■ Your goal: Locate every line in the records below that contains the word "bridge", and copy each one.

■ Given data:
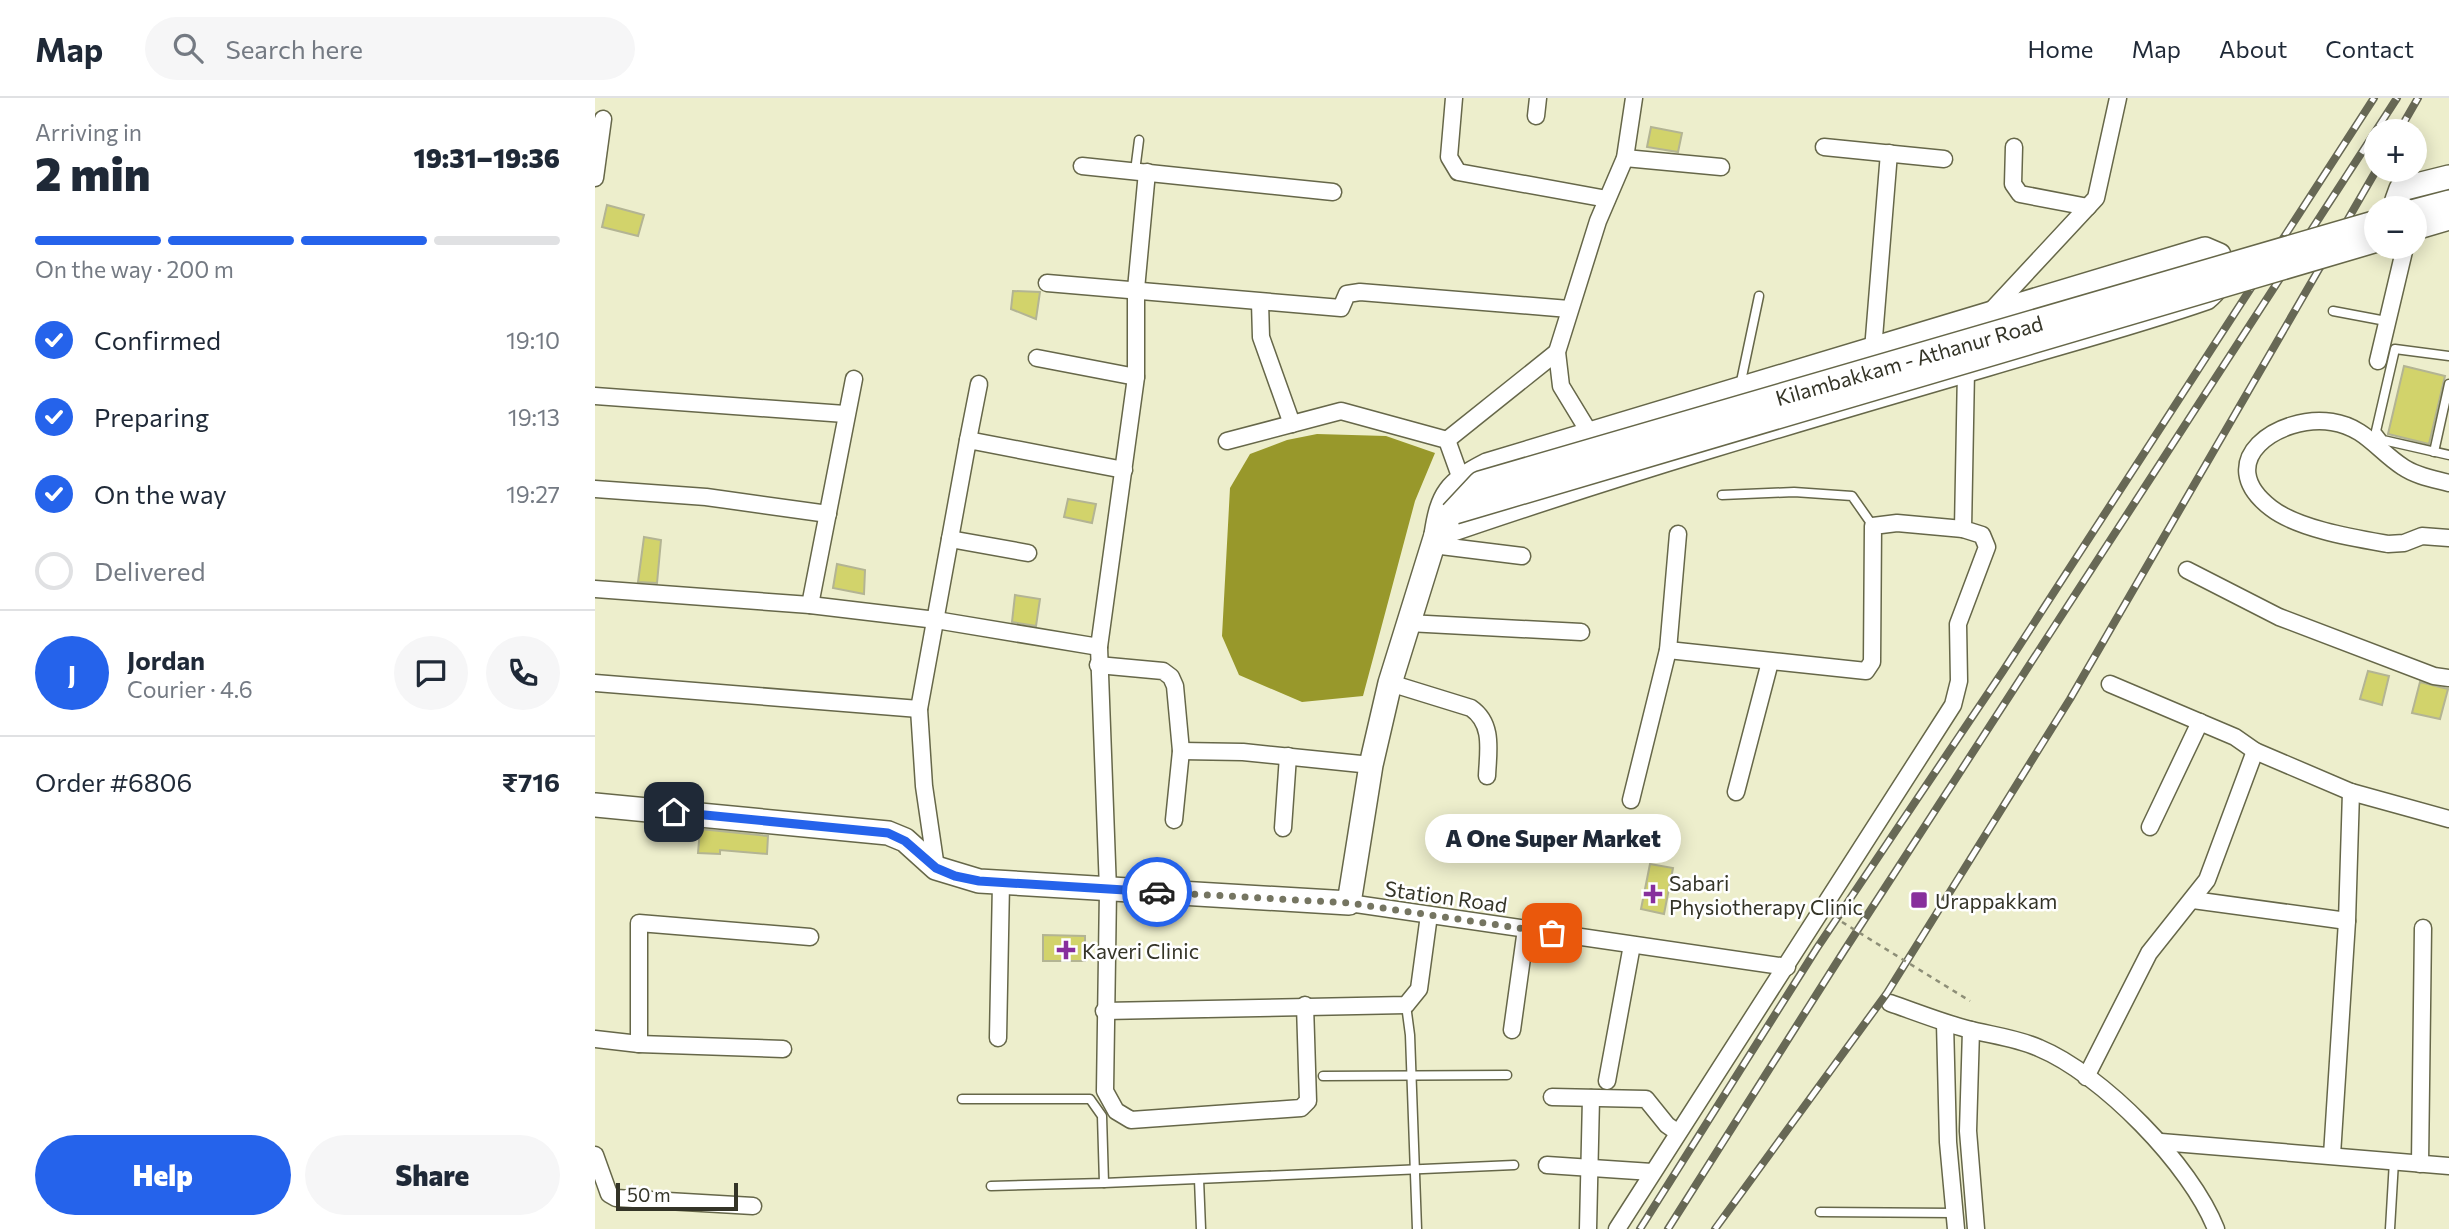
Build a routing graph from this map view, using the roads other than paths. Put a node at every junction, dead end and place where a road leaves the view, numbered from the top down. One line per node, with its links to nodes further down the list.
1 (1454, 98): 20 (street)
2 (1538, 98): 5 (street)
3 (1633, 98): 11 (street)
4 (2118, 98): 22 (street)
5 (1536, 116)
6 (603, 119): 17 (street)
7 (1139, 140): 15 (lane)
8 (1824, 147): 10 (street)
9 (2014, 147): 22 (street)
10 (1889, 153): 12 (street); 39 (street)
11 (1625, 158): 14 (street); 20 (street)
12 (1944, 159)
13 (1082, 166): 15 (street)
14 (1721, 167)
15 (1141, 172): 18 (street); 32 (street)
16 (2449, 177): 19 (street)
17 (595, 178)
18 (1333, 192)
19 (2398, 196)
20 (1608, 199): 35 (street)
21 (2449, 202): 23 (street)
22 (2088, 207): 37 (street)
23 (2427, 208)
24 (2449, 218): 25 (street)
25 (2427, 224)
26 (2364, 226): 65 (street, Kilambakkam - Athanur Road, bridge)
27 (2449, 229): 28 (street)
28 (2427, 232)
29 (2364, 244): 65 (street, Kilambakkam - Athanur Road, bridge)
30 (2402, 259): 38 (street)
31 (1047, 282): 32 (street)
32 (1136, 289): 34 (street); 45 (street)
33 (1759, 296): 49 (lane)
34 (1260, 302): 35 (street); 53 (street)
35 (1569, 309): 40 (street)
36 (2333, 311): 38 (lane)
37 (1987, 315): 39 (street); 44 (street); 44 (street)
38 (2386, 321): 43 (street)
39 (1873, 350): 49 (street)
40 (1557, 352): 54 (street); 56 (street)
41 (2449, 356): 58 (lane)
42 (1037, 358): 45 (street)
43 (2378, 361)
44 (1966, 370): 68 (street); 72 (street)
45 (1136, 377): 60 (street)
46 (854, 379): 52 (street)
47 (979, 384): 55 (street)
48 (2449, 384): 51 (lane)
49 (1739, 389): 54 (street)
50 (595, 396): 52 (street)
51 (2446, 408): 58 (lane)
52 (845, 414): 66 (street)
53 (1292, 424): 56 (street); 57 (street)
54 (1589, 432): 61 (street)
55 (968, 440): 60 (street); 71 (street)
56 (1447, 440): 61 (street)
57 (1227, 441)
58 (2434, 452): 59 (lane)
59 (2449, 456)
60 (1124, 470): 81 (street)
61 (1461, 479): 72 (street)
62 (2449, 483): 70 (street)
63 (595, 489): 66 (street)
64 (1722, 495): 67 (lane)
65 (1452, 513): 72 (street, Kilambakkam - Athanur Road)
66 (828, 514): 77 (street)
67 (1873, 526): 68 (street); 83 (street)
68 (1963, 529): 115 (street)
69 (1678, 534): 82 (street)
70 (2449, 538)
71 (950, 539): 73 (street); 78 (street)
72 (1434, 540): 74 (street); 79 (street, Kilambakkam - Athanur Road)
73 (1028, 553)
74 (1522, 556)
75 (2187, 570): 85 (street)
76 (595, 589): 77 (street)
77 (810, 605): 78 (street)
78 (936, 621): 81 (street); 89 (street)
79 (1408, 623): 80 (street); 87 (street, Kilambakkam - Athanur Road)
80 (1581, 632)
81 (1099, 647): 84 (street)
82 (1668, 650): 83 (street); 98 (street)
83 (1770, 662): 96 (street)
84 (1098, 665): 91 (street); 106 (street)
85 (2449, 678)
86 (595, 683): 89 (street)
87 (1389, 683): 94 (street, Kilambakkam - Athanur Road); 95 (street)
88 (2110, 684): 90 (street)
89 (919, 709): 104 (street)
90 (2200, 722): 92 (street); 102 (street)
91 (1181, 751): 93 (street); 101 (street)
92 (2255, 751): 97 (street); 107 (street)
93 (1288, 756): 94 (street); 103 (street)
94 (1371, 765): 108 (street, Kilambakkam - Athanur Road)
95 (1487, 776)
96 (1736, 792)
97 (2350, 792): 100 (street); 110 (street)
98 (1631, 800)
99 (595, 805): 104 (street)
100 (2449, 819)
101 (1174, 820)
102 (2150, 827)
103 (1283, 828)
104 (936, 868): 105 (street)
105 (1001, 883): 106 (street); 123 (street)
106 (1108, 890): 108 (street); 119 (street)
107 (2193, 900): 110 (street); 130 (street)
108 (1349, 903): 109 (street, Station Road)
109 (1429, 915): 112 (street, Station Road); 117 (street)
110 (2347, 921): 138 (street)
111 (2423, 928): 140 (street)
112 (1526, 929): 114 (street, Station Road); 121 (street)
113 (810, 937): 125 (street)
114 (1632, 945): 115 (street, Station Road); 131 (street)
115 (1787, 967): 135 (street)
116 (1890, 1003): 120 (street)
117 (1406, 1004): 118 (street); 129 (lane)
118 (1305, 1005): 119 (street); 119 (street)
119 (1104, 1011)
120 (1945, 1023): 122 (street); 152 (street)
121 (1513, 1030)
122 (1971, 1030): 130 (street); 157 (street)
123 (998, 1038)
124 (595, 1039): 125 (street)
125 (639, 1044): 126 (street)
126 (783, 1049)
127 (1507, 1075): 129 (lane)
128 (1323, 1076): 129 (lane)
129 (1412, 1076): 145 (lane)
130 (2086, 1077): 136 (street)
131 (1607, 1081)
132 (1552, 1097): 133 (street)
133 (1591, 1098): 135 (street); 144 (street)
134 (962, 1099): 148 (lane)
135 (1677, 1132): 146 (street)
136 (2161, 1142): 138 (street); 158 (street)
137 (595, 1155): 150 (street)
138 (2332, 1155): 139 (street)
139 (2394, 1161): 140 (street); 159 (lane)
140 (2420, 1164): 143 (street)
141 (1514, 1165): 145 (lane)
142 (1547, 1166): 144 (street)
143 (2449, 1166)
144 (1591, 1168): 146 (street); 155 (street)
145 (1416, 1171): 147 (lane); 154 (lane)
146 (1653, 1172): 156 (street)
147 (1199, 1179): 148 (lane); 153 (lane)
148 (1104, 1182): 149 (lane)
149 (991, 1186)
150 (753, 1206)
151 (1820, 1212): 152 (lane)
152 (1955, 1221)
153 (1201, 1229)
154 (1417, 1229)
155 (1588, 1229)
156 (1617, 1229)
157 (1976, 1229)
158 (2216, 1229)
159 (2390, 1229)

■ Written response:
26 (2364, 226): 65 (street, Kilambakkam - Athanur Road, bridge)
29 (2364, 244): 65 (street, Kilambakkam - Athanur Road, bridge)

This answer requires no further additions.